EXCERPTED RECORDS:
# # # #

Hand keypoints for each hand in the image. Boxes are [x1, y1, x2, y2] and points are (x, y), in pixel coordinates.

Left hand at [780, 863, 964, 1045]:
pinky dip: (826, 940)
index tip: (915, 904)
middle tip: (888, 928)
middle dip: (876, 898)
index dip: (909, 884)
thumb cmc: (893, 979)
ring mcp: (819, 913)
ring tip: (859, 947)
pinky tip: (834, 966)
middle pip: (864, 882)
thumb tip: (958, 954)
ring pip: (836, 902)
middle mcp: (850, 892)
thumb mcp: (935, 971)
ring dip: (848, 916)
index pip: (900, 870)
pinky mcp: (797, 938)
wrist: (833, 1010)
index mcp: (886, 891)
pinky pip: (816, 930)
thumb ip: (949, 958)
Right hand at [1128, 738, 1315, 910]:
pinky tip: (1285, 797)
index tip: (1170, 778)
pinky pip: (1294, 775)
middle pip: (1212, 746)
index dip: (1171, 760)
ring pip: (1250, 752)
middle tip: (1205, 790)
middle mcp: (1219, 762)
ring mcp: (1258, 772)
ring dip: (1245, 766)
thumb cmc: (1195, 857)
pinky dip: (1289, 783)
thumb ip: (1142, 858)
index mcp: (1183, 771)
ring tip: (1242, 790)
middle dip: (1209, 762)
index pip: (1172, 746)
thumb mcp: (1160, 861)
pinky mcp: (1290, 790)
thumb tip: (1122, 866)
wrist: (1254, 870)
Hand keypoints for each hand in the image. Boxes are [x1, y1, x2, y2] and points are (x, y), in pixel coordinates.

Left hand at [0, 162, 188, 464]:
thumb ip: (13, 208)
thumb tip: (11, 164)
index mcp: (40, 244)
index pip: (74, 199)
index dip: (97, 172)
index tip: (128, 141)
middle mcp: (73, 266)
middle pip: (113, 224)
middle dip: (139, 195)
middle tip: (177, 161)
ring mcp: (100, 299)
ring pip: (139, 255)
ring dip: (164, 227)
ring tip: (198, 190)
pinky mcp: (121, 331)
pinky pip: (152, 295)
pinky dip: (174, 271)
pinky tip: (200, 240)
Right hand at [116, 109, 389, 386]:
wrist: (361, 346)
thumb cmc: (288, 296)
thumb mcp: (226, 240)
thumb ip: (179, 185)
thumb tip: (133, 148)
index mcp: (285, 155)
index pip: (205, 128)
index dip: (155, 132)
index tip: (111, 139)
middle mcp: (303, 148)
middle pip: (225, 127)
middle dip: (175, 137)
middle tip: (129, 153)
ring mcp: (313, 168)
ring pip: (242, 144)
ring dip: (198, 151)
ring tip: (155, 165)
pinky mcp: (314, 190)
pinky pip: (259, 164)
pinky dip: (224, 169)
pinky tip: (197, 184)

# # # #

TASK INSTRUCTIONS:
Your task is to reproduce all the data exactly as shown.

ANSWER SECTION:
Hand keypoints for each hand in the image. Boxes are [x1, y1, x2, y2] and points are (x, y), in pixel coordinates.

Left hand at [780, 863, 964, 1045]:
pinky dip: (826, 940)
index tip: (915, 904)
middle tip: (888, 928)
middle dip: (876, 898)
index dip: (909, 884)
thumb cmc: (893, 979)
ring mcp: (819, 913)
ring tip: (859, 947)
pinky tip: (834, 966)
middle pip: (864, 882)
thumb tip: (958, 954)
ring pip: (836, 902)
middle mcp: (850, 892)
thumb mcp: (935, 971)
ring dip: (848, 916)
index pip: (900, 870)
pinky mcp: (797, 938)
wrist: (833, 1010)
index mcp: (886, 891)
pinky pip: (816, 930)
thumb ip: (949, 958)
Right hand at [1128, 738, 1315, 910]:
pinky tip: (1285, 797)
index tip: (1170, 778)
pinky pip: (1294, 775)
middle pip: (1212, 746)
index dip: (1171, 760)
ring pip: (1250, 752)
middle tip: (1205, 790)
middle mcp: (1219, 762)
ring mcp: (1258, 772)
ring dip: (1245, 766)
thumb cmc: (1195, 857)
pinky dip: (1289, 783)
thumb ip: (1142, 858)
index mcp: (1183, 771)
ring tip: (1242, 790)
middle dip: (1209, 762)
index pip: (1172, 746)
thumb mcp: (1160, 861)
pinky mcp: (1290, 790)
thumb tip: (1122, 866)
wrist: (1254, 870)
Hand keypoints for each hand in the image. Boxes are [x1, y1, x2, y2] and points are (x, y), in pixel coordinates.

Left hand at [0, 162, 188, 464]:
thumb ip: (13, 208)
thumb tip: (11, 164)
index mcp: (40, 244)
index pip: (74, 199)
index dip: (97, 172)
index tip: (128, 141)
middle mcp: (73, 266)
middle pip: (113, 224)
middle dip: (139, 195)
middle tip: (177, 161)
ring mcp: (100, 299)
ring pip: (139, 255)
ring dip: (164, 227)
ring tip: (198, 190)
pinky mcp: (121, 331)
pinky pip: (152, 295)
pinky dip: (174, 271)
pinky tip: (200, 240)
Right hand at [116, 109, 389, 386]:
wrist: (361, 346)
thumb cmc: (288, 296)
thumb mcp: (226, 240)
thumb ip: (179, 185)
thumb tip: (133, 148)
index mcp: (285, 155)
index pip: (205, 128)
index dip: (155, 132)
index tip: (111, 139)
middle mcp: (303, 148)
middle pip: (225, 127)
middle dip: (175, 137)
middle tip: (129, 153)
ring mcp: (313, 168)
ring pip: (242, 144)
ring dip: (198, 151)
ring tip: (155, 165)
pinky mcp: (314, 190)
pinky pip: (259, 164)
pinky dip: (224, 169)
pinky tip: (197, 184)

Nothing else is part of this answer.